## YOUR TASK
Where a picture appears, leave it out, and print the rest of the records as they are.

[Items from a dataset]
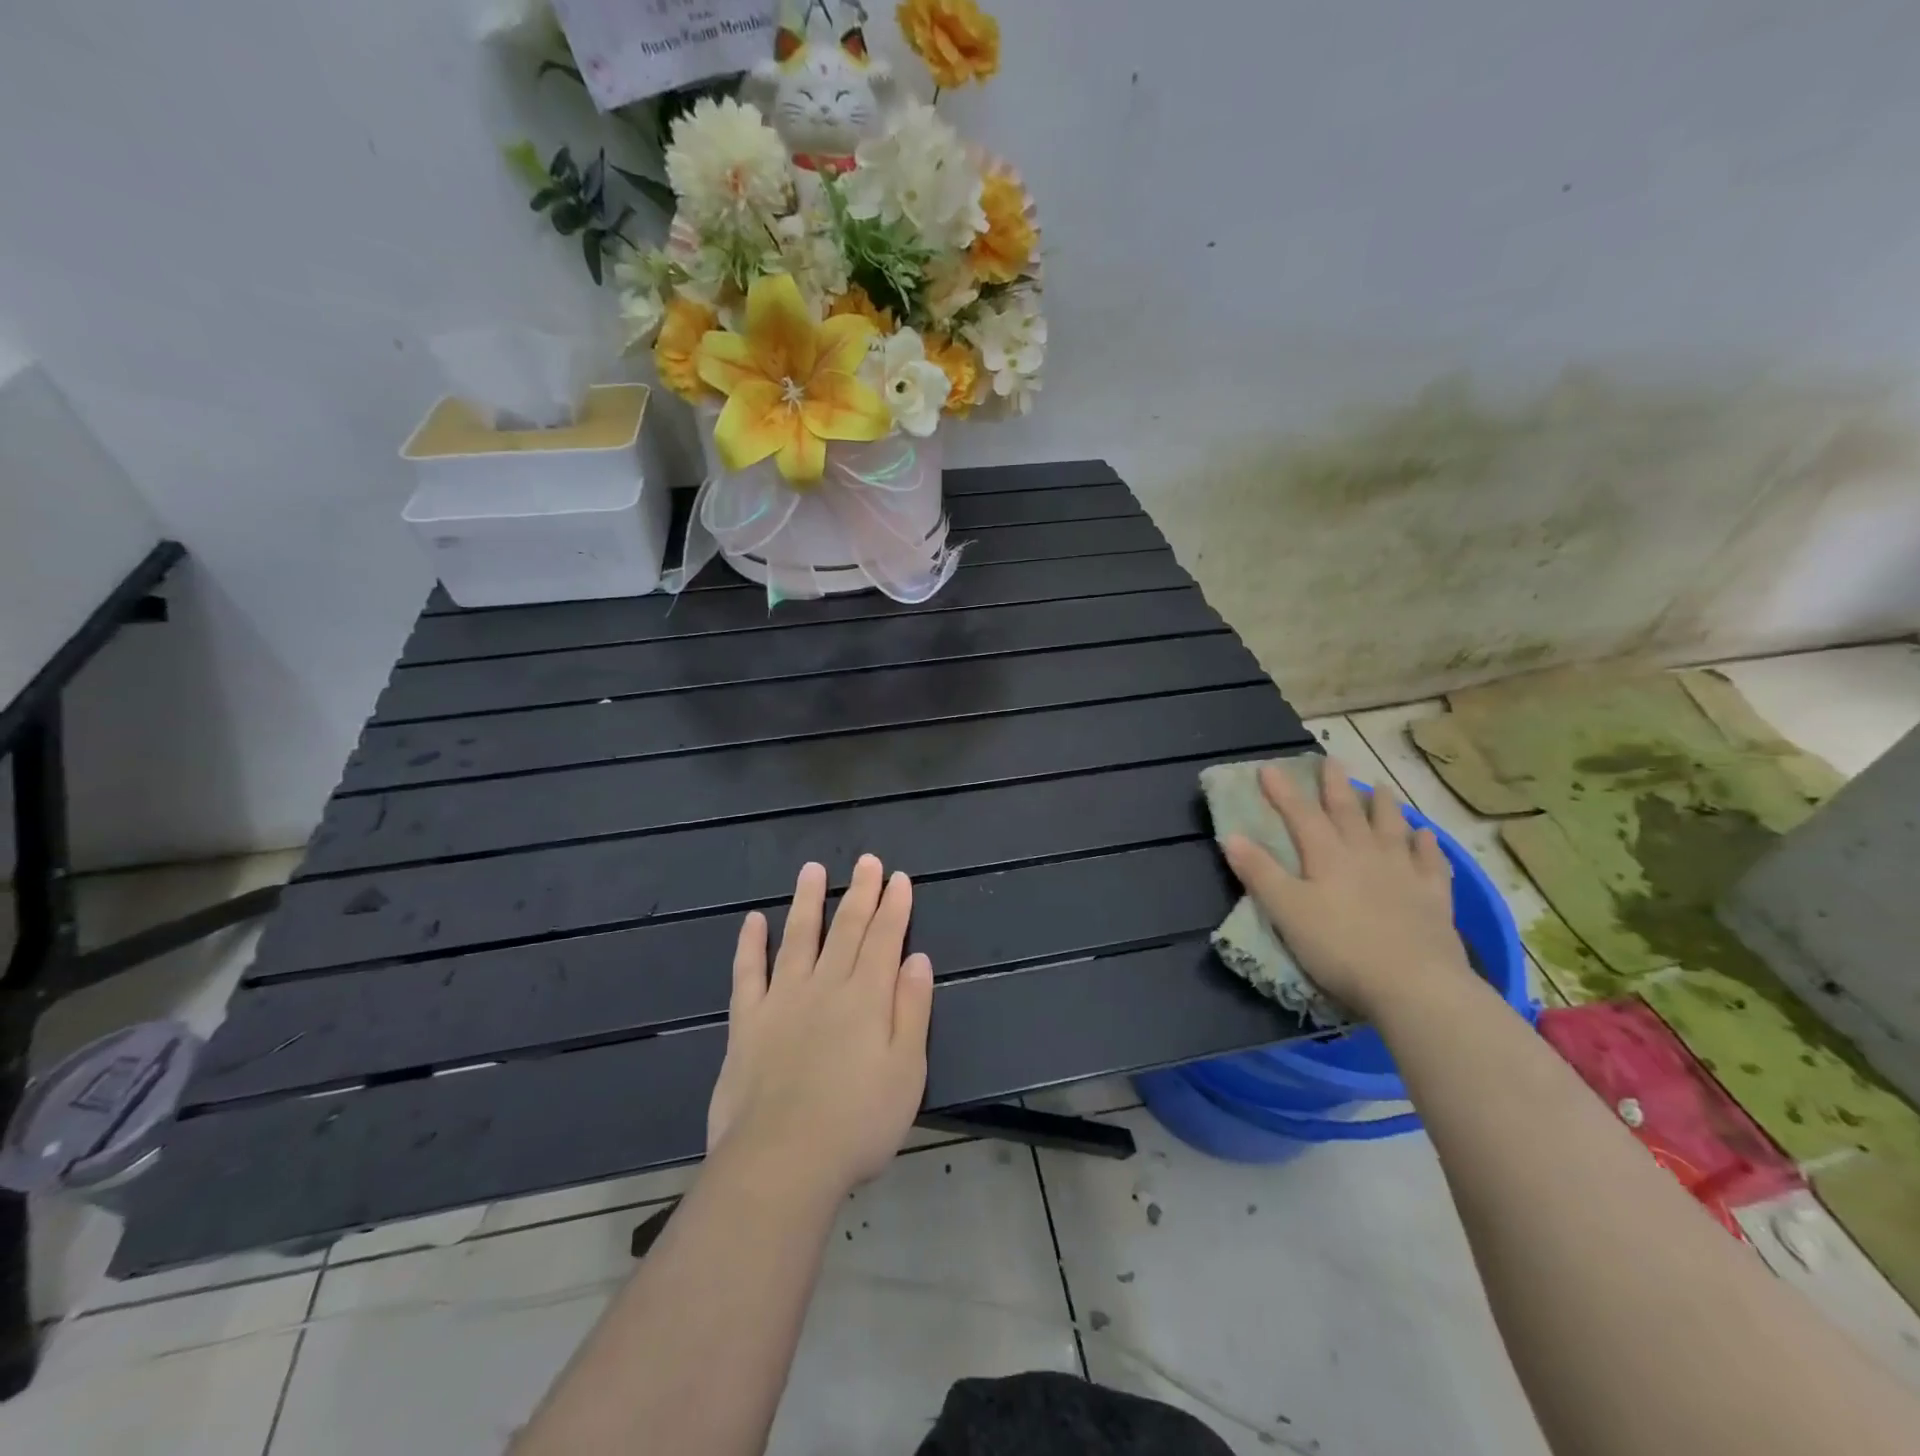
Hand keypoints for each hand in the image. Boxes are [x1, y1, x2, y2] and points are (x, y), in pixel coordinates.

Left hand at [706, 856, 934, 1196]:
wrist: (781, 1161)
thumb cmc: (858, 1123)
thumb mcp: (907, 1071)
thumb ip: (912, 1010)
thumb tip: (917, 959)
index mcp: (867, 997)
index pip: (884, 939)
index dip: (893, 906)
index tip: (898, 878)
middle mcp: (825, 986)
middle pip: (845, 929)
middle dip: (859, 893)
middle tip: (867, 861)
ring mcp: (782, 1000)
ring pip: (797, 938)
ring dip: (807, 902)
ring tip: (812, 870)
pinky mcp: (748, 1022)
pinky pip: (748, 973)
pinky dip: (751, 944)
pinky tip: (753, 921)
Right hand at [1221, 755, 1474, 1020]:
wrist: (1415, 986)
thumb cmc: (1340, 948)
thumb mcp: (1286, 911)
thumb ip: (1259, 872)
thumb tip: (1231, 835)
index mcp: (1327, 856)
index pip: (1300, 815)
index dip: (1283, 792)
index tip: (1269, 768)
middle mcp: (1366, 854)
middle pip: (1348, 812)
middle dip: (1334, 786)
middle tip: (1330, 760)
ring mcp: (1404, 873)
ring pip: (1391, 829)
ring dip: (1383, 806)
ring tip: (1380, 786)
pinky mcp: (1434, 898)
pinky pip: (1430, 862)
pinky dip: (1426, 845)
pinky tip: (1425, 835)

## ANSWER SPACE
Hand keypoints for each hand in the image. Boxes are [x1, y1, x2, y2] and points are (x, y), in pixel coordinates.

Left hand at [706, 856, 934, 1196]:
wrist: (781, 1161)
thumb cmc: (858, 1123)
thumb mcp: (907, 1071)
thumb ip: (912, 1010)
thumb tip: (917, 959)
index mcp: (867, 997)
index pip: (884, 939)
index dip: (893, 906)
index tip: (898, 878)
middle mcp: (825, 986)
middle pip: (845, 929)
middle dip: (859, 893)
middle tip: (867, 861)
ring mcp: (782, 1000)
ring pip: (797, 938)
ring dip: (807, 902)
ring tip: (812, 870)
pinky mcp: (748, 1022)
pinky pip: (748, 973)
pinky dip: (751, 944)
pinky tip: (753, 921)
Right hand at [1221, 755, 1474, 1020]:
wrist: (1415, 986)
thumb cmc: (1340, 948)
thumb mcp: (1286, 911)
thumb ip: (1259, 872)
thumb tip: (1231, 835)
index mcp: (1327, 856)
index pip: (1300, 815)
index dip: (1283, 792)
index tip: (1269, 768)
middle mcp: (1366, 854)
middle pip: (1348, 812)
middle dip: (1334, 786)
middle tip: (1330, 760)
ring mcp: (1404, 873)
ring pip: (1391, 829)
ring dip: (1383, 806)
ring tip: (1380, 786)
pinky mcp: (1434, 898)
pinky pip: (1430, 862)
pinky dip: (1426, 845)
pinky tip: (1425, 835)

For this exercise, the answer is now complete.